Humans are vulnerable in water. Beaches have red flags; swimming pools have flashy warning signs to remind us of our vulnerability when we just want to cool down in the midst of a searing heatwave. Pool rules are essential, especially when children are around, or tourists who don’t know about the local safety measures. With pictograms and whistling lifeguards, swimming pools usually manage to communicate danger without requiring visitors to pass a language test at the entrance. Until now, that is.

In the eastern German city of Halle, a public swimming lake turned away visitors who did not speak German during one of the hottest weeks of the year. The operator of the Heidebad natural pool at Heidesee lake, Mathias Nobel, argued that people without sufficient language skills may fail to understand the rules and thereby put themselves at risk. He said that as a trained lifeguard, he recently had to rescue a small child without armbands from the water, since the lake, a flooded former opencast mine, had a steeply sloping shoreline.

The new language requirement may therefore sound like a concern for public safety to some. To others, and to me, it sounds suspiciously like something else.

While it did not take a definitive position on the case, a spokesperson for Germany’s Federal Anti-Discrimination Agency said that denying access to a pool over the lack of German language skills could legally constitute discrimination on the basis of race or ethnicity. Nobel denied the measure was racist or xenophobic.

But if safety rules were genuinely the concern at Heidebad, the solutions are embarrassingly obvious. Even the city of Halle has urged the operator to withdraw the rule and pointed to alternative safety measures, including pictograms and multilingual information. The city itself has argued that ensuring safety does not justify excluding entire groups of people.

That raises an uncomfortable question. If more inclusive alternatives are readily available, why was exclusion chosen first?

A swimming pool is not just a place of recreation. When temperatures climb above 35C, access to water becomes a matter of public health. To deny entry to people because they are not fluent in German is not a neutral act. It is a decision about whose wellbeing and health matters.

This incident, and the political commotion it has triggered, arrive at a particularly troubling moment. Halle is located in Saxony-Anhalt, where campaigning has begun ahead of state elections in September. The far-right Alternative für Deutschland (AfD) is expected to dominate the contest, and polls suggest it’s on the verge of winning a majority of seats in the state assembly. For the past decade, migration has been the central theme of every political debate in eastern Germany. The distinction between “citizens” and “foreigners”, between those who belong and those who are merely tolerated, is increasingly drawn at the centre of public life.

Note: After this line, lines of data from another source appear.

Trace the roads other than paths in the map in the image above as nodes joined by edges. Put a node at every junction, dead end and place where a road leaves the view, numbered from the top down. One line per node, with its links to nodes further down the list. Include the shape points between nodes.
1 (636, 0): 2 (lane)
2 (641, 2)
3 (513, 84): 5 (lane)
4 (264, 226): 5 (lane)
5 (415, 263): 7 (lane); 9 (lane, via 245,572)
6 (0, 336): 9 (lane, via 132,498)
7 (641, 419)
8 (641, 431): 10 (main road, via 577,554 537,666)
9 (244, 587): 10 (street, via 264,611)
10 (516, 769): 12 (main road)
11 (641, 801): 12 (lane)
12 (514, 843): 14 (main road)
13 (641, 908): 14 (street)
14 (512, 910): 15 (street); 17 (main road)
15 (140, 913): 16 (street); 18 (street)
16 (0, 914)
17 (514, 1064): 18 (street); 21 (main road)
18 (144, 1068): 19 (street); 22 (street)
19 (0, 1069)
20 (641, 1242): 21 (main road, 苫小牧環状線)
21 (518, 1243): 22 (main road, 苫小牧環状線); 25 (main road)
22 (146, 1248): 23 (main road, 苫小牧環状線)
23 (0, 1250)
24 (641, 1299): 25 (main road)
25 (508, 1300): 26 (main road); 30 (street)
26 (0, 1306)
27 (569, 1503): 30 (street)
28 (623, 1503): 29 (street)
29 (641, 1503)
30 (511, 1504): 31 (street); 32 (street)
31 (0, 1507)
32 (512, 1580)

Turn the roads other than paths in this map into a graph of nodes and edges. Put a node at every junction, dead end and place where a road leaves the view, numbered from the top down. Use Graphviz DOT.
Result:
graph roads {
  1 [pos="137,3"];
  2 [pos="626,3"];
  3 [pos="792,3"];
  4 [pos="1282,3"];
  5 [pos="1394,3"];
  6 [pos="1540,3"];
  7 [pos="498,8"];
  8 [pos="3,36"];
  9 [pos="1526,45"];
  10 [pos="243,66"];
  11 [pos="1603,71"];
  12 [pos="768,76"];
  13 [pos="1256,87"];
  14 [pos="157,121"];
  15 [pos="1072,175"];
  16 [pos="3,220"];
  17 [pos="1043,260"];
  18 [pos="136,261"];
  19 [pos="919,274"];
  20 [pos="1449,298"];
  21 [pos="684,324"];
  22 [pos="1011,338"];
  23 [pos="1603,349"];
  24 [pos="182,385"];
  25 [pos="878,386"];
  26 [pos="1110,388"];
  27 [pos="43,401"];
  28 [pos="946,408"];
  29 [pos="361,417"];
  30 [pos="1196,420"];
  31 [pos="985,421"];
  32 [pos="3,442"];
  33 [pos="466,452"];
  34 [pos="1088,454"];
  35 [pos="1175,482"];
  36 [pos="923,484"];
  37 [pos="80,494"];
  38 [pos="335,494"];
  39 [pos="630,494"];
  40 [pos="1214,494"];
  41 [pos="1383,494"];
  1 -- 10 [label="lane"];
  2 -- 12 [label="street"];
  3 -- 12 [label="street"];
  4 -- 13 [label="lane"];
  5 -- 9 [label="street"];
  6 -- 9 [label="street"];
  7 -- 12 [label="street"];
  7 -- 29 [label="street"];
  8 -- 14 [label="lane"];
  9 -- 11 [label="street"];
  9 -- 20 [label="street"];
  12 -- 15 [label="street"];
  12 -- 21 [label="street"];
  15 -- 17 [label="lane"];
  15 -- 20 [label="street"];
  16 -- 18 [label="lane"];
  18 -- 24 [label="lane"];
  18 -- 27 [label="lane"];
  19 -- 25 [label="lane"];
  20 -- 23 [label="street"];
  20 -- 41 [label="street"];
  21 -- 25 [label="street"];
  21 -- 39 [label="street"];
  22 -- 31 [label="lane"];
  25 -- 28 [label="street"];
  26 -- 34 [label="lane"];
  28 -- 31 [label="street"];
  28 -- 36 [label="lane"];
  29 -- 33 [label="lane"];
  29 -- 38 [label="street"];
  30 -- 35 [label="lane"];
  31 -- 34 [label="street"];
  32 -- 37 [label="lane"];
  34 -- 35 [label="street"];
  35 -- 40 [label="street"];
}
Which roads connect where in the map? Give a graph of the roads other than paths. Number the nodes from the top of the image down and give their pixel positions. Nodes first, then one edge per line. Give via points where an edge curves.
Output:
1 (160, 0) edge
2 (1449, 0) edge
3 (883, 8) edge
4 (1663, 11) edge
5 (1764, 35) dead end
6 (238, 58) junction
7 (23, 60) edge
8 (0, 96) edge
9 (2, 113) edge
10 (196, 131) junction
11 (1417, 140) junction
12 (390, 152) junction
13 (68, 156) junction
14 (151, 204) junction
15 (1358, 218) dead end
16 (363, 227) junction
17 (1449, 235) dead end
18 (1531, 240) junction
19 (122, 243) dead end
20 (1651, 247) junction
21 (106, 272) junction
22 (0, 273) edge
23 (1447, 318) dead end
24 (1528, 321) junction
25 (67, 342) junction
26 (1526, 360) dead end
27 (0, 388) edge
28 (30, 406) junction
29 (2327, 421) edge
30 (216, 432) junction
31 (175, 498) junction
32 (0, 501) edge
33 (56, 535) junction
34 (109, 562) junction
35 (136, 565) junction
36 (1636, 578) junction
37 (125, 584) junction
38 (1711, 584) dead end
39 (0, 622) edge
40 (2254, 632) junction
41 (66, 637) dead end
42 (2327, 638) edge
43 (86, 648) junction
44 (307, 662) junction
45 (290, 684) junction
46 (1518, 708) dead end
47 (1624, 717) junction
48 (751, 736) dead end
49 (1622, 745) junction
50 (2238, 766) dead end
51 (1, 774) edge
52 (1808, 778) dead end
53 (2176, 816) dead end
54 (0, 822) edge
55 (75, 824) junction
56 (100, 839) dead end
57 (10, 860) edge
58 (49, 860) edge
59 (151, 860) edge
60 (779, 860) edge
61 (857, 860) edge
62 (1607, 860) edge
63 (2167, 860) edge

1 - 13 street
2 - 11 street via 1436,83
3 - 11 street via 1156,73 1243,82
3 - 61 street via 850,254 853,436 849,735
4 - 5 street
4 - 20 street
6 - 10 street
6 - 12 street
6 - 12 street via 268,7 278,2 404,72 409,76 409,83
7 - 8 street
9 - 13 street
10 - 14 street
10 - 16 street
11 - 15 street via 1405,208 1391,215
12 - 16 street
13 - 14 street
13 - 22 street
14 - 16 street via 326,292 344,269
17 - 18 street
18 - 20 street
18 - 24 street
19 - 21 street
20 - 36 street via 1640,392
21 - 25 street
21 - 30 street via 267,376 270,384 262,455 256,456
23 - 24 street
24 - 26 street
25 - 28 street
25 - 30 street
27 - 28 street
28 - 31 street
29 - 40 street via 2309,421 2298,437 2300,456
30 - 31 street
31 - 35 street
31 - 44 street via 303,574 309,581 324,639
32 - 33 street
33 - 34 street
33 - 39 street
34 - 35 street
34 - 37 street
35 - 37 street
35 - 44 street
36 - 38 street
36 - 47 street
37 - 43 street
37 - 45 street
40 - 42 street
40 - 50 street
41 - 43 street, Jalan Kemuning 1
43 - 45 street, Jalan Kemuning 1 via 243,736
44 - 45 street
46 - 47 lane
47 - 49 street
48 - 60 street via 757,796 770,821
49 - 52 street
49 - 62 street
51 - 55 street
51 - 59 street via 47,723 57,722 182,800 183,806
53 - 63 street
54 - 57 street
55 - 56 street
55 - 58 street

The beach area at the Heidebad pool in Heidesee.
The beach area at the Heidebad pool in Heidesee. Photograph: Ullstein Bild/Getty Images

So it’s not surprising that the pool’s entrance policy was instantly supported by the AfD. On Tuesday, the party drew up its very own swimming pool sign, stating: “Those who don’t understand German, stay out.” While the pool operator may argue that his ban was also for the safety of non-German speakers, the AfD unashamedly presents them as the danger. If the dog whistle wasn’t loud enough, the sign is presented in a montage next to three Middle Eastern men. Get it?

The city of Halle has a recent and painful history of violence against marginalised groups. In 2019, a far-right extremist attempted to carry out a massacre at a synagogue on Yom Kippur. Failing to enter the building, he murdered two people: one outside the synagogue and another at a nearby kebab shop. The attack was shocking, but it also exposed the deadly consequences of an atmosphere in which certain groups are continuously portrayed as burdens.

This context colours the Heidebad incident in darker undertones. As German history has shown, a society rarely leaps from peaceful coexistence to violence in a single bound. Countless small acts of exclusion erode our sense of community, of a shared public life, until they normalise discrimination as common sense.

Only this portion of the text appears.